Aux Etats-Unis, entre réactions mi-amusées ou étonnement, le choix du Conseil fédéral en faveur du F-35 comme nouvel avion de combat ne suscite que peu d’intérêt, si ce n’est pour le fabricant lui-même, basé à Bethesda, dans le Maryland.

Notre article: Et le gagnant est le F-35

«Nous sommes honorés d’avoir été sélectionnés par la Suisse et sommes impatients de nous associer au gouvernement suisse, au public, à l’armée de l’air et à l’industrie pour livrer et maintenir l’appareil F-35», commente Bridget Lauderdale, vice-présidente de Lockheed Martin et directrice générale du programme F-35. «Avec cette sélection, la Suisse devient le 15e pays à intégrer le programme F-35, rejoignant plusieurs pays européens pour renforcer davantage la puissance aérienne et la sécurité mondiales.»

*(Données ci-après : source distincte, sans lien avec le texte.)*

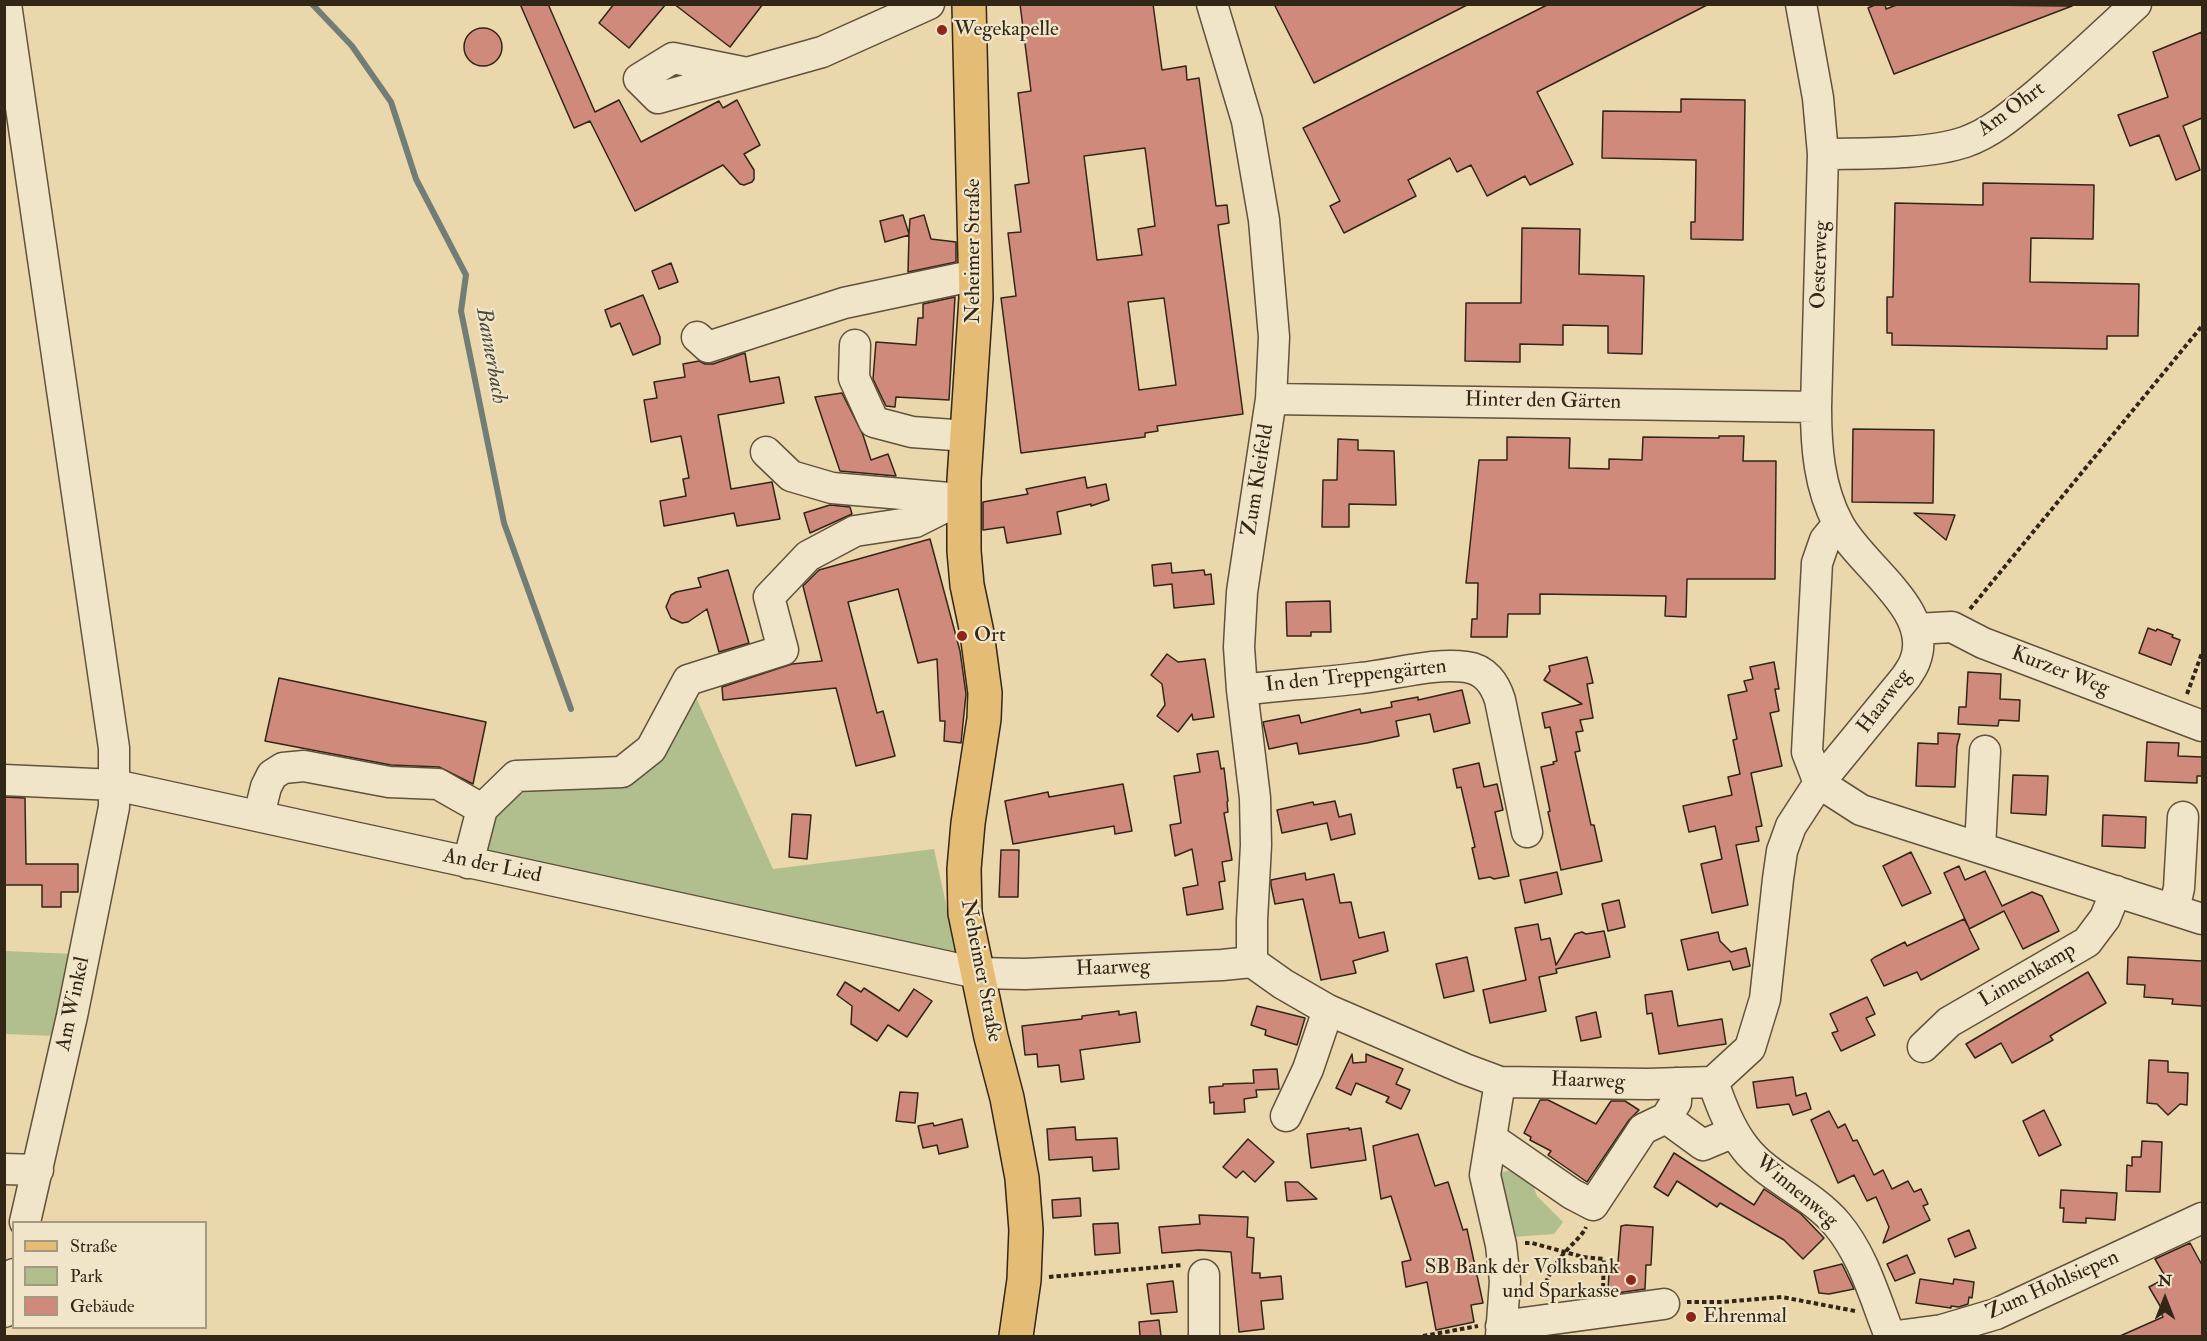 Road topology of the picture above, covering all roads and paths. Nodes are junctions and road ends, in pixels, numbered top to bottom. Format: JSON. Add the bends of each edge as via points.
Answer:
{"nodes":[{"id":1,"x":6,"y":4,"type":"edge"},
{"id":2,"x":929,"y":4,"type":"edge"},
{"id":3,"x":969,"y":4,"type":"edge"},
{"id":4,"x":1212,"y":4,"type":"edge"},
{"id":5,"x":1801,"y":4,"type":"edge"},
{"id":6,"x":2136,"y":4,"type":"edge"},
{"id":7,"x":747,"y":73,"type":"dead end"},
{"id":8,"x":1823,"y":154,"type":"junction"},
{"id":9,"x":976,"y":275,"type":"junction"},
{"id":10,"x":2202,"y":326,"type":"edge"},
{"id":11,"x":697,"y":338,"type":"dead end"},
{"id":12,"x":855,"y":345,"type":"dead end"},
{"id":13,"x":1271,"y":399,"type":"junction"},
{"id":14,"x":1816,"y":407,"type":"junction"},
{"id":15,"x":967,"y":436,"type":"junction"},
{"id":16,"x":766,"y":452,"type":"dead end"},
{"id":17,"x":962,"y":498,"type":"junction"},
{"id":18,"x":1838,"y":524,"type":"junction"},
{"id":19,"x":1952,"y":627,"type":"junction"},
{"id":20,"x":1916,"y":629,"type":"junction"},
{"id":21,"x":2202,"y":653,"type":"edge"},
{"id":22,"x":1242,"y":690,"type":"junction"},
{"id":23,"x":2190,"y":722,"type":"edge"},
{"id":24,"x":1985,"y":751,"type":"dead end"},
{"id":25,"x":4,"y":780,"type":"edge"},
{"id":26,"x":1819,"y":783,"type":"junction"},
{"id":27,"x":115,"y":785,"type":"junction"},
{"id":28,"x":482,"y":808,"type":"junction"},
{"id":29,"x":259,"y":815,"type":"junction"},
{"id":30,"x":2183,"y":817,"type":"dead end"},
{"id":31,"x":1527,"y":832,"type":"dead end"},
{"id":32,"x":1980,"y":848,"type":"junction"},
{"id":33,"x":468,"y":862,"type":"junction"},
{"id":34,"x":2116,"y":891,"type":"junction"},
{"id":35,"x":2174,"y":910,"type":"junction"},
{"id":36,"x":2202,"y":920,"type":"edge"},
{"id":37,"x":1252,"y":962,"type":"junction"},
{"id":38,"x":977,"y":973,"type":"junction"},
{"id":39,"x":1328,"y":1010,"type":"junction"},
{"id":40,"x":1923,"y":1047,"type":"dead end"},
{"id":41,"x":1500,"y":1082,"type":"junction"},
{"id":42,"x":1713,"y":1082,"type":"junction"},
{"id":43,"x":1676,"y":1083,"type":"junction"},
{"id":44,"x":1286,"y":1116,"type":"dead end"},
{"id":45,"x":1666,"y":1118,"type":"junction"},
{"id":46,"x":1734,"y":1132,"type":"junction"},
{"id":47,"x":1491,"y":1138,"type":"junction"},
{"id":48,"x":4,"y":1169,"type":"edge"},
{"id":49,"x":38,"y":1170,"type":"junction"},
{"id":50,"x":1593,"y":1205,"type":"junction"},
{"id":51,"x":2202,"y":1218,"type":"edge"},
{"id":52,"x":25,"y":1221,"type":"edge"},
{"id":53,"x":1501,"y":1245,"type":"junction"},
{"id":54,"x":1565,"y":1252,"type":"junction"},
{"id":55,"x":1204,"y":1275,"type":"joint"},
{"id":56,"x":1024,"y":1280,"type":"junction"},
{"id":57,"x":12,"y":1282,"type":"edge"},
{"id":58,"x":1675,"y":1303,"type":"joint"},
{"id":59,"x":4,"y":1312,"type":"edge"},
{"id":60,"x":1602,"y":1313,"type":"junction"},
{"id":61,"x":1536,"y":1322,"type":"junction"},
{"id":62,"x":1890,"y":1330,"type":"edge"},
{"id":63,"x":1501,"y":1331,"type":"edge"},
{"id":64,"x":1016,"y":1336,"type":"edge"},
{"id":65,"x":1203,"y":1336,"type":"edge"},
{"id":66,"x":1423,"y":1336,"type":"edge"}],
"edges":[{"from":1,"to":27,"type":"street","name":"Am Winkel","via":[[114,747]]},
{"from":2,"to":7,"type":"street","via":[[822,52]]},
{"from":3,"to":9,"type":"main road","name":"Neheimer Straße"},
{"from":4,"to":13,"type":"street","name":"Zum Kleifeld","via":[[1247,121],[1263,220],[1274,337]]},
{"from":5,"to":8,"type":"street","name":"Oesterweg","via":[[1818,98]]},
{"from":6,"to":8,"type":"street","name":"Am Ohrt","via":[[2059,75],[1987,133],[1938,148]]},
{"from":8,"to":14,"type":"street","name":"Oesterweg"},
{"from":9,"to":11,"type":"street","via":[[844,303],[708,346]]},
{"from":9,"to":15,"type":"main road","name":"Neheimer Straße"},
{"from":10,"to":19,"type":"path","via":[[1979,601]]},
{"from":12,"to":15,"type":"street","via":[[854,378],[874,422],[912,432]]},
{"from":13,"to":14,"type":"street","name":"Hinter den Gärten"},
{"from":13,"to":22,"type":"street","name":"Zum Kleifeld","via":[[1242,592]]},
{"from":14,"to":18,"type":"street","name":"Oesterweg","via":[[1820,469]]},
{"from":15,"to":17,"type":"main road","name":"Neheimer Straße"},
{"from":16,"to":17,"type":"street","via":[[791,476],[832,488]]},
{"from":17,"to":28,"type":"street","via":[[915,522],[855,531],[808,556],[769,597],[783,650],[688,680],[651,749],[622,772],[516,776]]},
{"from":17,"to":38,"type":"main road","name":"Neheimer Straße","via":[[967,585],[985,693],[964,869],[965,914]]},
{"from":18,"to":20,"type":"street","name":"Oesterweg","via":[[1910,611]]},
{"from":18,"to":26,"type":"street","via":[[1825,540],[1817,563],[1807,752]]},
{"from":19,"to":20,"type":"street"},
{"from":19,"to":23,"type":"street","name":"Kurzer Weg","via":[[1983,643]]},
{"from":20,"to":26,"type":"street","name":"Haarweg","via":[[1915,661],[1906,677]]},
{"from":21,"to":23,"type":"path"},
{"from":22,"to":31,"type":"street","name":"In den Treppengärten","via":[[1446,666],[1477,670],[1489,678],[1500,700]]},
{"from":22,"to":37,"type":"street","name":"Zum Kleifeld","via":[[1255,798]]},
{"from":24,"to":32,"type":"street"},
{"from":25,"to":27,"type":"street","name":"An der Lied"},
{"from":26,"to":32,"type":"street","via":[[1861,810]]},
{"from":26,"to":42,"type":"street","name":"Haarweg","via":[[1791,826],[1782,851],[1765,999],[1750,1048]]},
{"from":27,"to":29,"type":"street","name":"An der Lied"},
{"from":27,"to":49,"type":"street","name":"Am Winkel","via":[[114,807]]},
{"from":28,"to":29,"type":"street","via":[[438,784],[389,782],[304,766],[283,768],[272,775]]},
{"from":28,"to":33,"type":"street"},
{"from":29,"to":33,"type":"street","name":"An der Lied"},
{"from":30,"to":35,"type":"street"},
{"from":32,"to":34,"type":"street"},
{"from":33,"to":38,"type":"street","name":"An der Lied"},
{"from":34,"to":35,"type":"street"},
{"from":34,"to":40,"type":"street","name":"Linnenkamp","via":[[2105,918],[2087,942],[1949,1022]]},
{"from":35,"to":36,"type":"street"},
{"from":37,"to":38,"type":"street","name":"Haarweg"},
{"from":37,"to":39,"type":"street","name":"Haarweg"},
{"from":38,"to":56,"type":"main road","name":"Neheimer Straße","via":[[1022,1178]]},
{"from":39,"to":41,"type":"street","name":"Haarweg"},
{"from":39,"to":44,"type":"street","via":[[1308,1069]]},
{"from":41,"to":43,"type":"street","name":"Haarweg"},
{"from":41,"to":47,"type":"street"},
{"from":42,"to":43,"type":"street","name":"Haarweg"},
{"from":42,"to":46,"type":"street","name":"Winnenweg"},
{"from":43,"to":45,"type":"street","via":[[1676,1102]]},
{"from":45,"to":46,"type":"street","via":[[1703,1145]]},
{"from":45,"to":50,"type":"street","via":[[1643,1129]]},
{"from":46,"to":62,"type":"street","name":"Winnenweg","via":[[1762,1165],[1806,1195],[1838,1225],[1853,1246]]},
{"from":47,"to":50,"type":"street"},
{"from":47,"to":53,"type":"street","via":[[1485,1175]]},
{"from":48,"to":49,"type":"street"},
{"from":49,"to":52,"type":"street","name":"Am Winkel"},
{"from":50,"to":54,"type":"path","via":[[1584,1232]]},
{"from":51,"to":62,"type":"street","name":"Zum Hohlsiepen","via":[[1996,1314],[1942,1330]]},
{"from":53,"to":54,"type":"path","via":[[1532,1243]]},
{"from":53,"to":63,"type":"street","via":[[1505,1281]]},
{"from":54,"to":60,"type":"path","via":[[1604,1259]]},
{"from":54,"to":61,"type":"path","via":[[1544,1284]]},
{"from":55,"to":56,"type":"path","via":[[1184,1264]]},
{"from":55,"to":65,"type":"street"},
{"from":56,"to":64,"type":"main road","name":"Neheimer Straße"},
{"from":57,"to":59,"type":"street"},
{"from":58,"to":60,"type":"street"},
{"from":58,"to":62,"type":"path","via":[[1782,1297]]},
{"from":60,"to":61,"type":"street"},
{"from":61,"to":63,"type":"street"},
{"from":63,"to":66,"type":"path","via":[[1474,1326]]}]}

L’industrie suisse aura la possibilité de participer à des opportunités de recherche et développement, de production et d’entretien qui étendront ses capacités à l’avenir, assure encore le communiqué, un point qui va être fortement discuté en Suisse.

Des critiques domestiques

Le F-35A Lightning II n’a pas été épargné par les critiques aux Etats-Unis. Il a poussé le commandant en chef de l’US Air Force, le général Charles Q. Brown, à évoquer, en mars, l’idée de réduire les commandes d’achat des 1763 F-35 amorcées en 1997, pour se diversifier et viser un avion de chasse «plus maniable, plus léger et moins coûteux».

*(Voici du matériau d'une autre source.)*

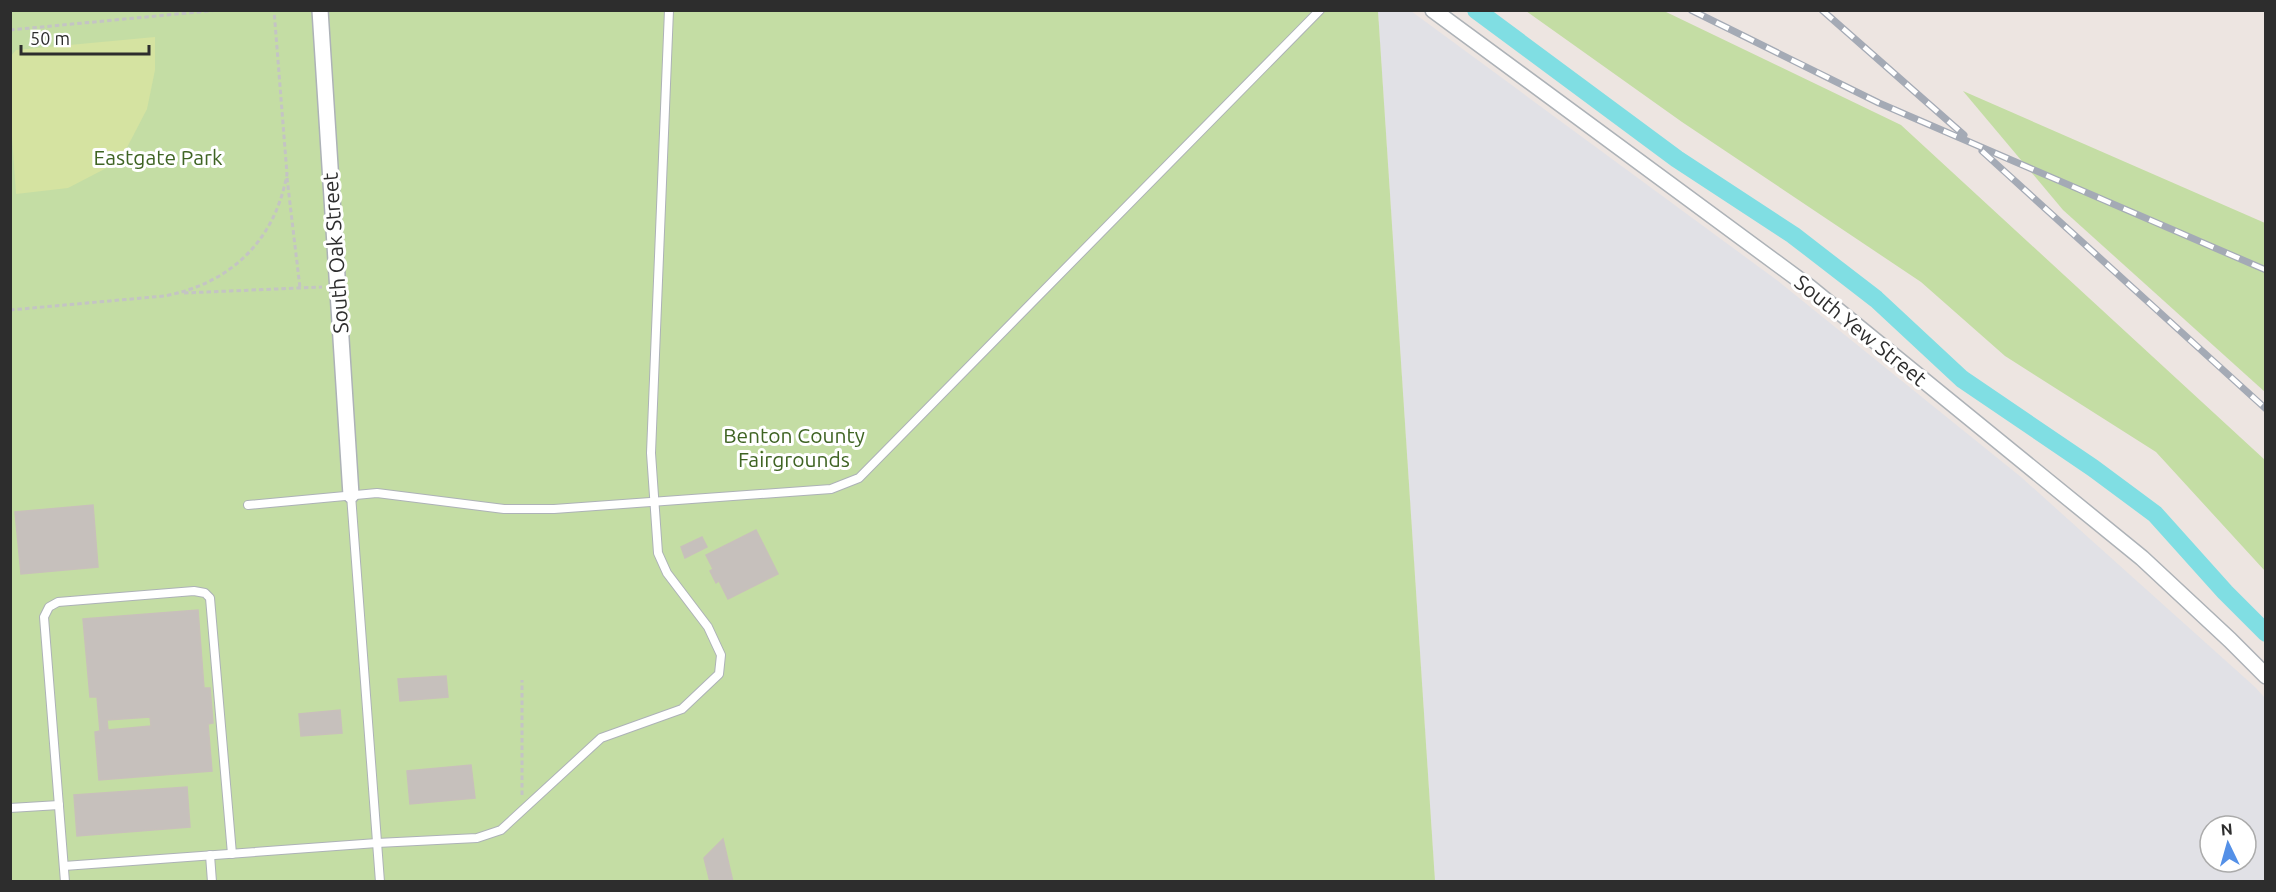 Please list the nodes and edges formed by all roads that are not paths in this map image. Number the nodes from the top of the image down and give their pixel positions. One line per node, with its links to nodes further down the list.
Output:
1 (320, 10): 5 (street, South Oak Street)
2 (669, 10): 6 (lane)
3 (1320, 10): 6 (lane)
4 (1433, 10): 8 (street, South Yew Street)
5 (351, 495): 6 (lane); 7 (lane); 11 (lane)
6 (653, 502): 11 (lane)
7 (248, 505)
8 (2265, 676)
9 (59, 805): 10 (lane); 12 (lane); 14 (lane)
10 (10, 808)
11 (377, 843): 12 (lane); 17 (lane)
12 (232, 854): 13 (lane)
13 (210, 855): 14 (lane); 16 (lane)
14 (64, 866): 15 (lane)
15 (65, 882)
16 (212, 882)
17 (380, 882)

Le F-35, trop sophistiqué pour la Suisse? Chercheur au Royal United Services Institute (RUSI), Justin Bronk ne cache pas son étonnement sur Twitter: «Eh bien, je ne l’avais pas vu venir celle-là! Un pays explicitement neutre n’ayant qu’un besoin de défense aérienne et un budget assez limité… qui choisit de payer pour un ensemble de capacités (coûteuses) conçues dès le départ pour pénétrer l’espace aérien hostile et mener des frappes de précision.»